Someone Please Get this Kelly Clarkson Song Out of My Head
You may know me as Mrs. Cap’n Firepants, mother of Wonderbutt, Mrs. P.I.B., and Dimples, but my psychiatrist knows me as the woman he treats for clinical depression and Post Traumatic Stress Disorder. (Believe it or not, our bulldog, Wonderbutt, and his house demolition attempts were not the cause of either of these mental illnesses.)
I wasn’t planning for these two women to collide with each other on my blog, but a few recent blog posts from other authors have brought them together.
So, today, I invite you to the somewhat disturbing dialogue between Mrs. Cap’n Firepants and Mrs. Eeyorewearsnopants (referred to in the rest of this post as Mrs. F. and Mrs. E.)
Mrs. F: One of your favorite bloggers, Aja, gave you an award at Writing and Recovering.
Mrs. E: I know. And you totally don’t deserve it.
Mrs. F: Oh geez. Are you in one of those moods again?
Mrs. E: Again? How about “still”?
Mrs. F: How about snap out of it?!!!!
Mrs. E: Yeah. That always works. I’m going back to bed.
Mrs. F: Fine. Then I will accept the award.
Mrs. E: You can’t.
Mrs. F: Why?
Mrs. E: Because you have to tell what your diagnoses are, and no one has diagnosed you with anything but a bad case of Wonderbutt.
Mrs. F: It seems like “Wonderbutt” should be a good thing, doesn’t it?

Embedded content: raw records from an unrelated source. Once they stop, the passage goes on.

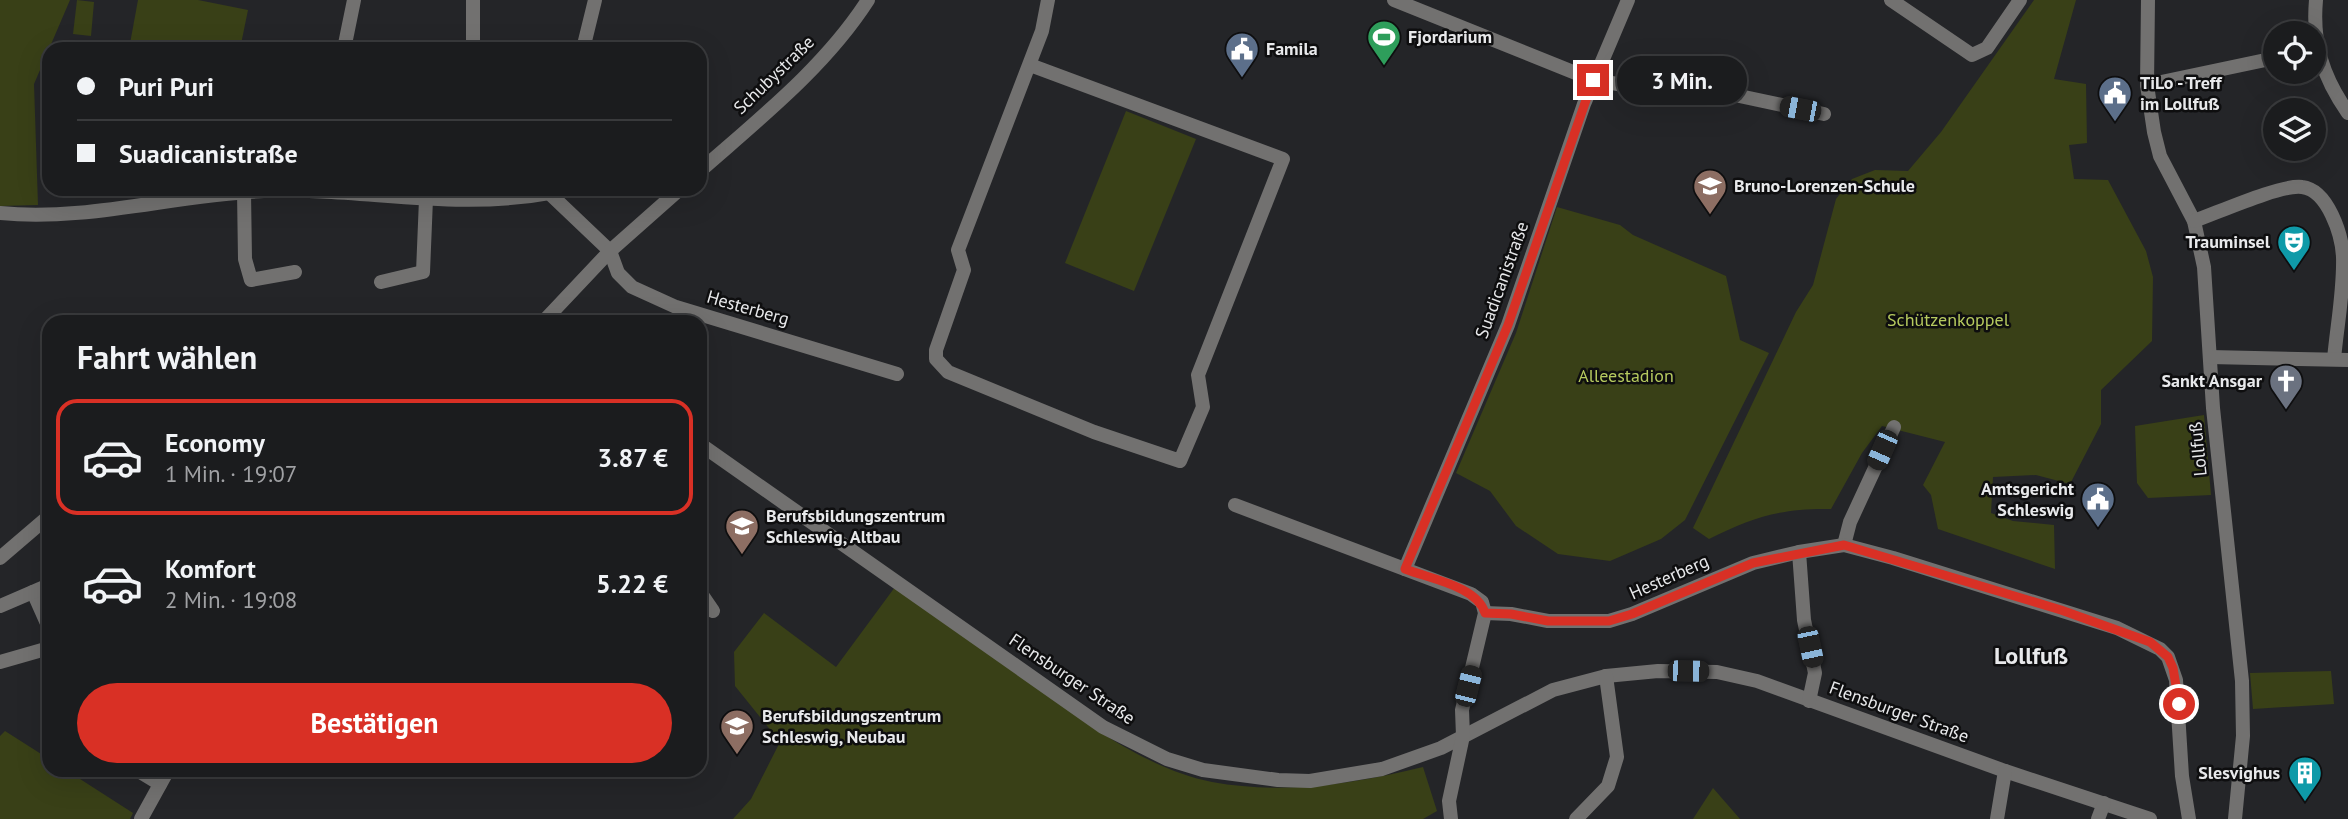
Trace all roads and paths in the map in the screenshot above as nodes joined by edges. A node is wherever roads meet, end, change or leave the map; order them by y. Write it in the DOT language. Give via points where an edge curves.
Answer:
graph roads {
  1 [pos="354,0"];
  2 [pos="473,0"];
  3 [pos="595,0"];
  4 [pos="868,0"];
  5 [pos="1048,0"];
  6 [pos="1394,0"];
  7 [pos="1628,0"];
  8 [pos="1891,0"];
  9 [pos="2020,0"];
  10 [pos="2148,0"];
  11 [pos="2316,0"];
  12 [pos="2316,21"];
  13 [pos="345,42"];
  14 [pos="473,42"];
  15 [pos="585,42"];
  16 [pos="2263,61"];
  17 [pos="1030,65"];
  18 [pos="2326,77"];
  19 [pos="1593,80"];
  20 [pos="2147,85"];
  21 [pos="2348,113"];
  22 [pos="1824,114"];
  23 [pos="707,165"];
  24 [pos="207,196"];
  25 [pos="244,196"];
  26 [pos="376,196"];
  27 [pos="530,196"];
  28 [pos="554,196"];
  29 [pos="672,196"];
  30 [pos="426,200"];
  31 [pos="0,213"];
  32 [pos="2194,221"];
  33 [pos="610,251"];
  34 [pos="295,272"];
  35 [pos="381,282"];
  36 [pos="550,315"];
  37 [pos="702,315"];
  38 [pos="707,316"];
  39 [pos="2210,357"];
  40 [pos="2341,359"];
  41 [pos="897,374"];
  42 [pos="1894,427"];
  43 [pos="707,448"];
  44 [pos="1234,505"];
  45 [pos="42,522"];
  46 [pos="1844,545"];
  47 [pos="1799,552"];
  48 [pos="0,558"];
  49 [pos="1405,569"];
  50 [pos="42,588"];
  51 [pos="33,592"];
  52 [pos="707,602"];
  53 [pos="0,606"];
  54 [pos="713,611"];
  55 [pos="42,612"];
  56 [pos="1485,613"];
  57 [pos="42,650"];
  58 [pos="0,662"];
  59 [pos="1606,676"];
  60 [pos="1809,701"];
  61 [pos="1463,736"];
  62 [pos="2006,771"];
  63 [pos="149,777"];
  64 [pos="164,777"];
  65 [pos="160,783"];
  66 [pos="2104,803"];
  67 [pos="141,819"];
  68 [pos="1451,819"];
  69 [pos="1576,819"];
  70 [pos="1997,819"];
  71 [pos="2098,819"];
  72 [pos="2150,819"];
  73 [pos="2189,819"];
  74 [pos="2235,819"];
  1 -- 13 [label="street"];
  2 -- 14 [label="street"];
  3 -- 15 [label="street"];
  4 -- 23 [label="street, Schubystraße" via="826,54"];
  5 -- 17 [label="street"];
  6 -- 19 [label="street"];
  7 -- 19 [label="street, Suadicanistraße"];
  8 -- 9 [label="street" via="1972,55 1987,48"];
  10 -- 20 [label="street, Lollfuß"];
  11 -- 12 [label="street"];
  16 -- 20 [label="street"];
  17 -- 17 [label="street" via="958,250 964,270 936,359 948,372 1094,432 1180,461 1203,407 1198,374 1283,159"];
  18 -- 21 [label="street"];
  19 -- 22 [label="street" via="1654,90 1716,91"];
  19 -- 49 [label="street, Suadicanistraße" via="1508,325"];
  20 -- 32 [label="street, Lollfuß" via="2160,156"];
  24 -- 31 [label="street" via="42,214"];
  25 -- 34 [label="street" via="245,259 251,280"];
  26 -- 30 [label="street"];
  27 -- 30 [label="street"];
  28 -- 33 [label="street, Hesterberg"];
  29 -- 33 [label="street"];
  30 -- 35 [label="street" via="423,272"];
  32 -- 39 [label="street, Lollfuß" via="2204,267"];
  32 -- 40 [label="street" via="2290,187 2309,188 2320,197 2332,216 2343,256"];
  33 -- 36 [label="street"];
  33 -- 37 [label="street, Hesterberg" via="618,272 632,287"];
  38 -- 41 [label="street, Hesterberg"];
  39 -- 40 [label="street"];
  39 -- 74 [label="street, Lollfuß" via="2242,681 2243,736"];
  42 -- 46 [label="street"];
  43 -- 61 [label="street, Flensburger Straße" via="1103,727 1167,759 1210,771 1310,780 1382,769"];
  44 -- 49 [label="street"];
  45 -- 48 [label="street"];
  46 -- 47 [label="street, Hesterberg"];
  46 -- 73 [label="street, Hesterberg" via="2117,628 2160,649 2176,680"];
  47 -- 56 [label="street, Hesterberg" via="1753,563 1609,621 1548,621"];
  47 -- 60 [label="street" via="1804,620 1815,673"];
  49 -- 56 [label="street" via="1471,594 1482,602"];
  50 -- 51 [label="street"];
  51 -- 53 [label="street"];
  51 -- 55 [label="street"];
  52 -- 54 [label="street"];
  56 -- 61 [label="street" via="1462,710"];
  57 -- 58 [label="street"];
  59 -- 60 [label="street, Flensburger Straße" via="1717,672"];
  59 -- 61 [label="street, Flensburger Straße" via="1553,690"];
  59 -- 69 [label="street" via="1617,757 1614,772 1608,786"];
  60 -- 62 [label="street, Flensburger Straße"];
  61 -- 68 [label="street" via="1449,801"];
  62 -- 66 [label="street, Flensburger Straße"];
  62 -- 70 [label="street"];
  63 -- 65 [label="street"];
  64 -- 65 [label="street"];
  65 -- 67 [label="street"];
  66 -- 71 [label="street"];
  66 -- 72 [label="street, Flensburger Straße"];
}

Mrs. E: There you go, roaming off the subject again. That’s why you’re never depressed. Because you can’t keep your mind still enough to obsess about how hopeless your life is.
Mrs. F: Yes, that’s definitely a weakness on my part – the inability to get pre-occupied with my meaningless existence. I’ll try to work on that.
Mrs. E: I don’t care what you do. I’m going back to bed.
Mrs. F: Wait, I thought of another diagnoses. What about my eating disorder?
Mrs. E: You mean my eating disorder?
Mrs. F: Oh, you get to have that, too?
Mrs. E: Yes, I get the great gift of three mental illnesses. Lucky me.
Mrs. F: What do I get, then?
Mrs. E: An Awards Shelf.
Mrs. F: Well, that doesn’t seem quite fair.
Mrs. E: To me, or to you?
Mrs. F: Umm. Both? I’m not sure at this point. Have you noticed Wonderbutt is really quiet right now? That usually means he’s in the middle of consuming a shoe,or a table, or something…
Mrs. E: Changing the subject again? I think someone has a bit of an attention problem – and I’m not talking about Wonderbutt.
Mrs. F: Well, stop whining about all of your problems and finish up accepting our award.
Mrs. E: I’m going to pretend you didn’t say “our”. Not that I care. But I noticed. Anyway, to accept the Strong Person Award you have to list
your my diagnoses and –
Mrs. F: Check
Mrs. E: And, post a picture of yourself, or something representing you.
Mrs. F: Crap.
Mrs. E: What’s wrong?
Mrs. F: I can’t post a picture of myself.
Mrs. E: Why?
Mrs. F: Because I made myself up.
Mrs. E: Hmm. That does pose a problem. And we both know we can’t post a picture of me.
Mrs. F: Why?
Mrs. E: Because I hate myself. Are you not paying attention? AGAIN?!!!!
Mrs F: I’m trying, but you aren’t doing a very good job of keeping my attention. Just find a darn picture, and post it.
Mrs. E: Fine. Here.
Mrs. F: Hey, that’s pretty good. We do both do that. Hide from the world, I mean. We don’t literally stick our heads under the bed. At least, I don’t.
Mrs. E: O.K. So, let’s pass this sucker on. All of these responsibilities are making me tired.
Mrs. F: Well, this part is easy. We are passing the Stronger Person Award to Miranda Gargasz, a very talented writer.
Mrs. E: You’re just giving her that because she gave you a Reader’s Appreciation Award, and she got you Freshly Pressed.
Mrs. F: No, if those were the reasons, then I would hyperlink those two items to which you just referred, but I’m not going to do that. I’m giving it to her because she has overcome a lot of obstacles in her life, and she is a very talented writer.
Mrs. E: Brown-noser.
Mrs. F: Also, since
you we suffer from depression, and she just wrote a very heartbreaking piece that touched on this very subject, I thought it would be fitting.
Mrs. E: That was sad.
Mrs. F: Yes, it was. But it’s a very real problem, and depression has been in the headlines a lot lately. Here’s another article that people should read – even though it’s not by the super-talented Miranda.
Mrs. E: Have you noticed people keep searching the web for our “John Denver and Depression” post?
Mrs. F: Now, who’s getting off the subject? I think I better go check on Wonderbutt.
Mrs. E: Fine. I think I’m going to go take my medication.